Mann-Whitney U test (Wilcoxon rank-sum test).
Functionalities:
- Perform Mann-Whitney U test (Wilcoxon rank-sum test)
- Non-parametric test for comparing two independent samples
- Compute rank-biserial correlation effect size
- Generate visualizations with rank distributions
- Support flexible output formats (dict or DataFrame)
Dependencies:
- packages: numpy, pandas, scipy, matplotlib
IO:
- input: Two independent samples (arrays or Series)

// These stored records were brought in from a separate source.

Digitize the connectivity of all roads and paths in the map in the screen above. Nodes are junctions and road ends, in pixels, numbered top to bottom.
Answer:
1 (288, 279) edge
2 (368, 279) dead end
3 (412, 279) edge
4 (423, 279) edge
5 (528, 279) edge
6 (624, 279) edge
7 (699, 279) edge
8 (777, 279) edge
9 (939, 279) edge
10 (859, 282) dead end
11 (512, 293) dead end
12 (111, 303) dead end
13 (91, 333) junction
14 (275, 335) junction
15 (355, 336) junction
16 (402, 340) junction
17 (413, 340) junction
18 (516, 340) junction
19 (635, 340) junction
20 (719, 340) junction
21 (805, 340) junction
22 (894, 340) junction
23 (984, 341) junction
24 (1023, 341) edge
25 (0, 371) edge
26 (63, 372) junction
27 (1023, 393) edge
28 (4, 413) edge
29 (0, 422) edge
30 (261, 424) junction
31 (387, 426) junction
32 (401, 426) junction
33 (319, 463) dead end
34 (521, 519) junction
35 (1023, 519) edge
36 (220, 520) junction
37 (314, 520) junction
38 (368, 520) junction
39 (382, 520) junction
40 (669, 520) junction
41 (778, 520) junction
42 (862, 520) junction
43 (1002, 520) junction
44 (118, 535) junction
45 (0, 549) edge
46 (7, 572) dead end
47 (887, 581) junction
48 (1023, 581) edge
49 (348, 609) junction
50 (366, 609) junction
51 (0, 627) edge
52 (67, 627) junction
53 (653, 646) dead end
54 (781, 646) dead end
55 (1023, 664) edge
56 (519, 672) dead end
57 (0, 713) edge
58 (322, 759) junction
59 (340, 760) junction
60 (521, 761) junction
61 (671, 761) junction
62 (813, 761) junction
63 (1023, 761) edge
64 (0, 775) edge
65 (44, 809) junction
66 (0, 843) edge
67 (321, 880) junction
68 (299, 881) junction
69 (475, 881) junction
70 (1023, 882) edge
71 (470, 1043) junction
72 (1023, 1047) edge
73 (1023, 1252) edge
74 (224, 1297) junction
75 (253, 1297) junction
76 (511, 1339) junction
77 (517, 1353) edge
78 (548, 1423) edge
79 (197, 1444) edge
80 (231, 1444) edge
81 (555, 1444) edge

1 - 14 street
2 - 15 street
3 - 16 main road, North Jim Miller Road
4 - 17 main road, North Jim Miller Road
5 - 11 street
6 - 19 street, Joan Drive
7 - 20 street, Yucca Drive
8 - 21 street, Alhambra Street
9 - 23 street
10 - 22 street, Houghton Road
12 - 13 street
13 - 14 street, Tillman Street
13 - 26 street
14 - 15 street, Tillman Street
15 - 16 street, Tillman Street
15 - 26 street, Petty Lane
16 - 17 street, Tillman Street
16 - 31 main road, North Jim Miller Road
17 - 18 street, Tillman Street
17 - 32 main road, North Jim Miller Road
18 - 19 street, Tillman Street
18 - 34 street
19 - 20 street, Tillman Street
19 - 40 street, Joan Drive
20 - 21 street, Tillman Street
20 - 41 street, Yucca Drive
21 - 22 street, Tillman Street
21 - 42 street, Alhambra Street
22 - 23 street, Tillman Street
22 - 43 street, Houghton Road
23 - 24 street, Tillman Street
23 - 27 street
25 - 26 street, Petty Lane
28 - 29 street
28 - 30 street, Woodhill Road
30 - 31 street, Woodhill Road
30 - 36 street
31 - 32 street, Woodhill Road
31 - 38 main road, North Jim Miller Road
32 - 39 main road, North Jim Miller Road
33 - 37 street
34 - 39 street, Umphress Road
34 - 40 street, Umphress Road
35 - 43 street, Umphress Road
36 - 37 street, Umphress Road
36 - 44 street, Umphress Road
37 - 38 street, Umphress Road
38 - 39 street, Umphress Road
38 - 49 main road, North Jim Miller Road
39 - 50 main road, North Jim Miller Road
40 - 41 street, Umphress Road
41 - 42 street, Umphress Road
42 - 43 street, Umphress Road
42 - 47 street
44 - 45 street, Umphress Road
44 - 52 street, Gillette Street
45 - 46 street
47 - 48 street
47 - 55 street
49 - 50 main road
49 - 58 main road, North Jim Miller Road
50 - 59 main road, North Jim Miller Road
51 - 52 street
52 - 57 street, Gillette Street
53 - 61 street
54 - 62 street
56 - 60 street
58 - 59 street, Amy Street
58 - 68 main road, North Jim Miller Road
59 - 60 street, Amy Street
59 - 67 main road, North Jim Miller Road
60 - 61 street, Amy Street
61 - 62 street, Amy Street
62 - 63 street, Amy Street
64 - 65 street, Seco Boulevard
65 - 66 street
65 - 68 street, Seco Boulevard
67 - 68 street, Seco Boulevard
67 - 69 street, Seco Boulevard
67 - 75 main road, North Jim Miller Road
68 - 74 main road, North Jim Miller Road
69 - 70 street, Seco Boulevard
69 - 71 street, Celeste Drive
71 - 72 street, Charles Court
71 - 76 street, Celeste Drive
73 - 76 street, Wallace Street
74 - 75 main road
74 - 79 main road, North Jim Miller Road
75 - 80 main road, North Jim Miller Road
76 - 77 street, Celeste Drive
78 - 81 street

- output: Test results (dict or DataFrame) and optional figure
"""
from __future__ import annotations
import argparse
import os
from typing import Literal, Optional, Union
import matplotlib.axes
import matplotlib.pyplot as _mpl_plt # noqa: E402
import numpy as np
import pandas as pd
from scipy import stats
from scitex_stats._logging import getLogger
from scitex_stats._utils._formatters import fmt_stat, fmt_sym
__FILE__ = __file__
__DIR__ = os.path.dirname(__FILE__)
logger = getLogger(__name__)
[docs]
def test_mannwhitneyu( # noqa: C901
x: Union[np.ndarray, pd.Series, str],
y: Union[np.ndarray, pd.Series, str],
var_x: str = "x",
var_y: str = "y",
alternative: Literal["two-sided", "less", "greater"] = "two-sided",
alpha: float = 0.05,
plot: bool = False,
ax: Optional[matplotlib.axes.Axes] = None,
data: Union[pd.DataFrame, str, None] = None,
return_as: Literal["dict", "dataframe"] = "dict",
decimals: int = 3,
verbose: bool = False,
) -> Union[dict, pd.DataFrame]:
r"""
Perform Mann-Whitney U test (Wilcoxon rank-sum test).
Parameters
----------
x, y : arrays or Series
Two independent samples to compare
var_x, var_y : str
Labels for samples
alternative : {'two-sided', 'less', 'greater'}, default 'two-sided'
Alternative hypothesis
alpha : float, default 0.05
Significance level
plot : bool, default False
Whether to generate visualization
ax : matplotlib.axes.Axes, optional
Axes object to plot on. If None and plot=True, creates new figure.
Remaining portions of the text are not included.